Image source: Wal-Mart Stores

No. 2: Wal-Mart Stores

Buffett didn't sell his entire stake in Wal-Mart last quarter, but he did pare it back by 949,430 shares.

The nearly one million share reduction leaves Berkshire Hathaway with 55.2 million shares in the retail Goliath, but Buffett isn't shy about unloading big stakes like this in a hurry when it's warranted, and that could mean that Wal-Mart is gone from his portfolio by the end of the second quarter.

In February, Wal-Mart reported that store closures, slowing online sales, and a strong U.S. dollar led to total revenue in the holiday season slipping 1.4%. Those three trends probably continued to weigh on results in the first quarter, but we won't know for sure until the company reports its fiscal 2017 first quarter results on May 19.
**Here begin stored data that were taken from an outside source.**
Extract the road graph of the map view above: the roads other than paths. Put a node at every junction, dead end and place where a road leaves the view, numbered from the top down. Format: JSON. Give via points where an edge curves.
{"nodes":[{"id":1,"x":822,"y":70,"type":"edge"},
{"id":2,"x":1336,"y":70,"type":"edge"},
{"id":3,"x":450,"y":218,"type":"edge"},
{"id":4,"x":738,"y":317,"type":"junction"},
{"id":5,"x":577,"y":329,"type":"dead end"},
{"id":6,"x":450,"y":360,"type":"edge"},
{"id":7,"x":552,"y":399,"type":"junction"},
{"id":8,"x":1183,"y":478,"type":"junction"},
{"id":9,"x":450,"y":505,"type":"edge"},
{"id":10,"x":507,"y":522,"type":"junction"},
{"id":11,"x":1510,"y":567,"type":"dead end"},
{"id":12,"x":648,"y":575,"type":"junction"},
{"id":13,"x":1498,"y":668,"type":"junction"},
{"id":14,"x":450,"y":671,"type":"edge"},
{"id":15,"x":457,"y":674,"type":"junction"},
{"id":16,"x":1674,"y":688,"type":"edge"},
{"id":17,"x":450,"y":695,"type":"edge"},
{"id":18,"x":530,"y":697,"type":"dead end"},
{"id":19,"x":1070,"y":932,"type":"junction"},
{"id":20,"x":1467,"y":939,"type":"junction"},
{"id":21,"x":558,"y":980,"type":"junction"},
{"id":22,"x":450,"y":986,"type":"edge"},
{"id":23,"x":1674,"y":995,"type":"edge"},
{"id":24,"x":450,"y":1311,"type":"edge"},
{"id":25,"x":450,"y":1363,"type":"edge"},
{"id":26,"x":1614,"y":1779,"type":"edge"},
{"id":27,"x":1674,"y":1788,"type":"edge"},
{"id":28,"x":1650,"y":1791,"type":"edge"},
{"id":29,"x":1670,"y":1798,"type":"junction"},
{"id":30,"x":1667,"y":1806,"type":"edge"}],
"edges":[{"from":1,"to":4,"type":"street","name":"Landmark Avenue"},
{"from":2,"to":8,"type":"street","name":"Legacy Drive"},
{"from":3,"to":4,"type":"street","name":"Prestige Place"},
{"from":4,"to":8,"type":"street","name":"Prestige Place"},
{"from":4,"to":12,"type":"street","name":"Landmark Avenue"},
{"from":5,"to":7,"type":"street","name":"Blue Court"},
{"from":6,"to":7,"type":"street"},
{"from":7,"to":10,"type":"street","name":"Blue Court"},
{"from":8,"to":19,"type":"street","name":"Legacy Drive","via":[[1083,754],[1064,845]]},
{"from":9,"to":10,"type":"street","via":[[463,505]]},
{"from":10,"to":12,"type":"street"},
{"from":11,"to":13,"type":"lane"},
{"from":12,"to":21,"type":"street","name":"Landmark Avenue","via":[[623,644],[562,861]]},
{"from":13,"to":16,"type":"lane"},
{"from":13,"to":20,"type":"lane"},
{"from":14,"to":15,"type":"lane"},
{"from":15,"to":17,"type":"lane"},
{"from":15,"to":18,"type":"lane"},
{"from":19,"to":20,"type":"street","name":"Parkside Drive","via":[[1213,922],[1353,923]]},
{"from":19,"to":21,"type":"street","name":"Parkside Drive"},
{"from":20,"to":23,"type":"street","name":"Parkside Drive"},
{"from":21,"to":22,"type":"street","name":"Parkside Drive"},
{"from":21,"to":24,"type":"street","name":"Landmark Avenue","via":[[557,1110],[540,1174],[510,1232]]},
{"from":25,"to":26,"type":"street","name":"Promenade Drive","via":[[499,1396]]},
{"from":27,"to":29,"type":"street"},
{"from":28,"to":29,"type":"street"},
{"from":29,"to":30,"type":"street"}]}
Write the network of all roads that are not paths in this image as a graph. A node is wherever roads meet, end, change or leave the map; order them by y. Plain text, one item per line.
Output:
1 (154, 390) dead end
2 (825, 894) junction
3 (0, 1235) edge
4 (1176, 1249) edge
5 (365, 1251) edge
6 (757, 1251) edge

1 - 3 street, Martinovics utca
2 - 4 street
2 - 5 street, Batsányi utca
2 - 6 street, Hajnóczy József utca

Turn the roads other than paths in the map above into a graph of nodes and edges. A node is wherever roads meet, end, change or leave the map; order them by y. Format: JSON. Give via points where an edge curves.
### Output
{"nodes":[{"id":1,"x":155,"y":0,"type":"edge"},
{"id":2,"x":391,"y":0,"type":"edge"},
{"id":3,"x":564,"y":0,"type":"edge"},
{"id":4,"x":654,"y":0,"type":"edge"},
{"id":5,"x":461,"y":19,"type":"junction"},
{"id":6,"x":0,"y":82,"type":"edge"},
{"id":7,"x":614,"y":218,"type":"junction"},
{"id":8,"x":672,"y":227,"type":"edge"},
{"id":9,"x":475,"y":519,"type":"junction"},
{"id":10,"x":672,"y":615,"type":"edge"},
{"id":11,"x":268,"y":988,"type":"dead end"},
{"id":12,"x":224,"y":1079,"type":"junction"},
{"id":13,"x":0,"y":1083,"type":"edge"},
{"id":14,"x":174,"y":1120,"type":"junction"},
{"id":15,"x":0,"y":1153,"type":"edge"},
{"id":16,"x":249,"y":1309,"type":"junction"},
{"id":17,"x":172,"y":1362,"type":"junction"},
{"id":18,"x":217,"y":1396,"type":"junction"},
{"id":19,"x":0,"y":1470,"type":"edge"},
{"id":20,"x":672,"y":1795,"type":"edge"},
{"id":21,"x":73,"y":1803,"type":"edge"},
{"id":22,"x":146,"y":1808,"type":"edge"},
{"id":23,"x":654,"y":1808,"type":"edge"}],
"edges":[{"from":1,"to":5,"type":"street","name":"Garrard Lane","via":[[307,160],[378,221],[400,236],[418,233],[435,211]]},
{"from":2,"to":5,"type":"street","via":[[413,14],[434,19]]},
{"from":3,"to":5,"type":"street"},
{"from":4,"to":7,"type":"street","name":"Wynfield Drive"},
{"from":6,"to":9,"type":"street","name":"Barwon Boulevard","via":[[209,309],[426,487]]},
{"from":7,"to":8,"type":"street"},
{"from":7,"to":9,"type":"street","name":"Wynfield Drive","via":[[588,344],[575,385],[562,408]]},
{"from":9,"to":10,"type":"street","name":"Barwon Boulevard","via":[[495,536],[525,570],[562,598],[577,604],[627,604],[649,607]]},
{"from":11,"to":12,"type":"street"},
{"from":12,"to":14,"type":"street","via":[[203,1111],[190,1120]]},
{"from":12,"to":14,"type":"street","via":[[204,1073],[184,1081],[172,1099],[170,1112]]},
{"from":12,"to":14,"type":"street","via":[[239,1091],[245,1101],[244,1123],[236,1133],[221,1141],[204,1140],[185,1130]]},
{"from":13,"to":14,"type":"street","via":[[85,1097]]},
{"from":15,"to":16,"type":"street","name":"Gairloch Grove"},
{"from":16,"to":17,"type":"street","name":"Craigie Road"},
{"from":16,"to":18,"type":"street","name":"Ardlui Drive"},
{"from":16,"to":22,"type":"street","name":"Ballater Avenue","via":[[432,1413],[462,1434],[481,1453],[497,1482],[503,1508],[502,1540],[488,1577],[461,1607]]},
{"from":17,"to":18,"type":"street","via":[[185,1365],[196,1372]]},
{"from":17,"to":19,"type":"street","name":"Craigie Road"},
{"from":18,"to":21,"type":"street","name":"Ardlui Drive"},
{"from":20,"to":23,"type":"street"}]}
Although currency conversion headwinds are taking a big bite out of Wal-Mart's results, investors probably shouldn't worry too much about them. After all, currency exchange risk comes part and parcel with multinationals.

However, investors might want to pay particular attention to what Wal-Mart says about its online sales when it reports its results in a few days. Last quarter, management said its online sales growth had slipped from 22% in fiscal year 2015 to just 8% in the fiscal fourth quarter. If that deceleration in e-commerce growth continues, then it could signal that Amazon has side-stepped Wal-Mart's challenge. If that's the case, then Wal-Mart could struggle to find new avenues to fuel growth in the future.

The article Warren Buffett Sold These Goliath Stocks -- Should You Too? originally appeared on Fool.com.

Todd Campbell owns shares of Amazon.com. Todd owns E.B. Capital Markets, LLC. E.B. Capital's clients may have positions in the companies mentioned. Like this article? Follow him on Twitter where he goes by the handle @ebcapital to see more articles like this. The Motley Fool owns shares of and recommends Amazon.com and Berkshire Hathaway. Try any of our Foolish newsletter services free for 30 days. We Fools may not all hold the same opinions, but we all believe that considering a diverse range of insights makes us better investors. The Motley Fool has a disclosure policy.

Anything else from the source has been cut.